Top of TASK INPUT

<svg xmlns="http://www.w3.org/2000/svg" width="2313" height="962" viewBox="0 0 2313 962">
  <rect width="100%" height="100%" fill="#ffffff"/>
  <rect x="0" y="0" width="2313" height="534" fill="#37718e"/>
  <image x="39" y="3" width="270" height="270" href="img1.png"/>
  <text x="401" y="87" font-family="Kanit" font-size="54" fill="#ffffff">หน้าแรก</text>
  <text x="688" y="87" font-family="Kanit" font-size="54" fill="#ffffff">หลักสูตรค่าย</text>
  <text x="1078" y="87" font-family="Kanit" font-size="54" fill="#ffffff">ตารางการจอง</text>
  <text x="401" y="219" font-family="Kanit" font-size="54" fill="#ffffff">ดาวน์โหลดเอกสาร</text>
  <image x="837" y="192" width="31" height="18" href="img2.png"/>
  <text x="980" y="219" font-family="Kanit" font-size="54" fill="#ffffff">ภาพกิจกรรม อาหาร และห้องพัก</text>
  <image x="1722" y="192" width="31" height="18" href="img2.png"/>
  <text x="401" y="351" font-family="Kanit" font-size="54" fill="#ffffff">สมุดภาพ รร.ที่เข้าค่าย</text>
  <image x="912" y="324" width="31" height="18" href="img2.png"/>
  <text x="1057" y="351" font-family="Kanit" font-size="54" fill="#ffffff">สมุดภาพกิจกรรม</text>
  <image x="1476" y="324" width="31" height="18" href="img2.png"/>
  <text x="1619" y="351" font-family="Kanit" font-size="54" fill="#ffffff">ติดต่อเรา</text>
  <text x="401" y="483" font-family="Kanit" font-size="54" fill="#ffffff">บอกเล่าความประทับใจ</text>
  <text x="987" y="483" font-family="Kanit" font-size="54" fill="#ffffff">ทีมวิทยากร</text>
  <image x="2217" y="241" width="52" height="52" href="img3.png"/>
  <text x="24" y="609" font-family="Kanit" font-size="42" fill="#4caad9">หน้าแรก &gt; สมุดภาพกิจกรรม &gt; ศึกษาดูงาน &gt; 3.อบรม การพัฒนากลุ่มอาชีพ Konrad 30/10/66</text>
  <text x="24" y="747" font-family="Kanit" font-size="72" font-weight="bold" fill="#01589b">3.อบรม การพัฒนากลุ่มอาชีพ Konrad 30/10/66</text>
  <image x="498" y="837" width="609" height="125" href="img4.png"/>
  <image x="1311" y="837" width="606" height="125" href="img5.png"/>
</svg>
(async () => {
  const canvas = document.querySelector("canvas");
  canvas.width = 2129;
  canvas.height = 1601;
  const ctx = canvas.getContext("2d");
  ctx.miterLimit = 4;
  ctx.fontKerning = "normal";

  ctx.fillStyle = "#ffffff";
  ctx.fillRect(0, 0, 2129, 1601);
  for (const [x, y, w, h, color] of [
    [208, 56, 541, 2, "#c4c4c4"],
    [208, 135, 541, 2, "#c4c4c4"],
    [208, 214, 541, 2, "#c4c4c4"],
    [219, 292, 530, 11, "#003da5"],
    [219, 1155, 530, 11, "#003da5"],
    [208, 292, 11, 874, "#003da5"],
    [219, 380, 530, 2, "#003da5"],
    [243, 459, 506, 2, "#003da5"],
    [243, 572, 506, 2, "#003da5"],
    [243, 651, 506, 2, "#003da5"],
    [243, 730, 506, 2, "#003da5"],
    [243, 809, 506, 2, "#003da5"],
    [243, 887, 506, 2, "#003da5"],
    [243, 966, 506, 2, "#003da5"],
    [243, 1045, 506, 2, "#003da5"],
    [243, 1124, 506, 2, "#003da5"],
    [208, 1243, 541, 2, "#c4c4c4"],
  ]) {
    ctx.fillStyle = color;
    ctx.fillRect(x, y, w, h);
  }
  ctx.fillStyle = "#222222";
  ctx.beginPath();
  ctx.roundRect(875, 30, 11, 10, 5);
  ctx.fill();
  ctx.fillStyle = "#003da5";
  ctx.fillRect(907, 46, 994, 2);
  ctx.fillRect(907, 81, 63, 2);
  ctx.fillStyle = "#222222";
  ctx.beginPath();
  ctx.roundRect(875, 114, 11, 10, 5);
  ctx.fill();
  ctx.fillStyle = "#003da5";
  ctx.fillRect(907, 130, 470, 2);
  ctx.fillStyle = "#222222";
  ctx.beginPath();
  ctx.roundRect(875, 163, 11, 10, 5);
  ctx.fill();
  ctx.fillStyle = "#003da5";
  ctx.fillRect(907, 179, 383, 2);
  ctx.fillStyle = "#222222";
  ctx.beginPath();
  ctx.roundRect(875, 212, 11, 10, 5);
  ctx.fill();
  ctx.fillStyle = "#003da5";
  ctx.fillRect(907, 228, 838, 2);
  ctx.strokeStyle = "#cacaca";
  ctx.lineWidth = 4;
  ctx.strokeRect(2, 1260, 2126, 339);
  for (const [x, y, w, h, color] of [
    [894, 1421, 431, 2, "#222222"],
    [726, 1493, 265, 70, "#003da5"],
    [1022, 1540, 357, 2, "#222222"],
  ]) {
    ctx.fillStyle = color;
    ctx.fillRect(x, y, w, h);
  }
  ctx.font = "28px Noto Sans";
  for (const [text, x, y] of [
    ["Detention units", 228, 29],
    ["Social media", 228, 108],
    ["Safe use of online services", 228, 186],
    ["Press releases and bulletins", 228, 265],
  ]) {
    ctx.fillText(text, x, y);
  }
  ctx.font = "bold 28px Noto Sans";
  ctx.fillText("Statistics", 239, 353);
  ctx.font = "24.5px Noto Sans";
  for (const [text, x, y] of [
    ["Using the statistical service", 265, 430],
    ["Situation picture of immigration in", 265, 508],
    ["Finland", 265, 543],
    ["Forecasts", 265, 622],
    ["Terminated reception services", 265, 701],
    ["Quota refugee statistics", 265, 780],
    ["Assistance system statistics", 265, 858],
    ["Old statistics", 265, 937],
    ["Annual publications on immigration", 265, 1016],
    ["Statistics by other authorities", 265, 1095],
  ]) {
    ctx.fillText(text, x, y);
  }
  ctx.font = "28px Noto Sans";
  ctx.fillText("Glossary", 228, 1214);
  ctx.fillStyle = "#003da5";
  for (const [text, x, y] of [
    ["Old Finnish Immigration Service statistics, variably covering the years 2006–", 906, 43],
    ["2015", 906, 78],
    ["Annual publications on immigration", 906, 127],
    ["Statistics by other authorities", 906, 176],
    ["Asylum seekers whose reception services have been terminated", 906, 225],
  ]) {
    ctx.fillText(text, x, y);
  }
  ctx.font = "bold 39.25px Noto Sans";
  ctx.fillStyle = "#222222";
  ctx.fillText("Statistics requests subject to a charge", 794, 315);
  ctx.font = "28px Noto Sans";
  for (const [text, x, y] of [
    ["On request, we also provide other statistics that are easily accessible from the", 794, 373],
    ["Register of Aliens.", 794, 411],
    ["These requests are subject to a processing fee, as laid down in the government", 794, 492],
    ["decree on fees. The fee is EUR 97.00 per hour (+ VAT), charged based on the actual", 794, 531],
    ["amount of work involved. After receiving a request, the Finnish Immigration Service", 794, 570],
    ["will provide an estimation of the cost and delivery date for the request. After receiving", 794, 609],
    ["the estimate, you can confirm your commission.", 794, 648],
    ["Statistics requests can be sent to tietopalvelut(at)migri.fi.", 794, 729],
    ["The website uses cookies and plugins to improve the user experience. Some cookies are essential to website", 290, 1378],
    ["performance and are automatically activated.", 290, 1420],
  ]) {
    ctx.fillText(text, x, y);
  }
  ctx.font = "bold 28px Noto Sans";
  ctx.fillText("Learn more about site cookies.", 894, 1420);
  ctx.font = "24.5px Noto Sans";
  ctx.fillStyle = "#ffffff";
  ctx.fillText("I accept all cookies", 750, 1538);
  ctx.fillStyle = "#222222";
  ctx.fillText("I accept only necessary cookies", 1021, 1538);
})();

Bottom of TASK INPUT

### TASK DIRECTIONS:
Among the lines above, return those that contain the string "ดภาพก".

### ANSWER AREA:
  <text x="1057" y="351" font-family="Kanit" font-size="54" fill="#ffffff">สมุดภาพกิจกรรม</text>
  <text x="24" y="609" font-family="Kanit" font-size="42" fill="#4caad9">หน้าแรก &gt; สมุดภาพกิจกรรม &gt; ศึกษาดูงาน &gt; 3.อบรม การพัฒนากลุ่มอาชีพ Konrad 30/10/66</text>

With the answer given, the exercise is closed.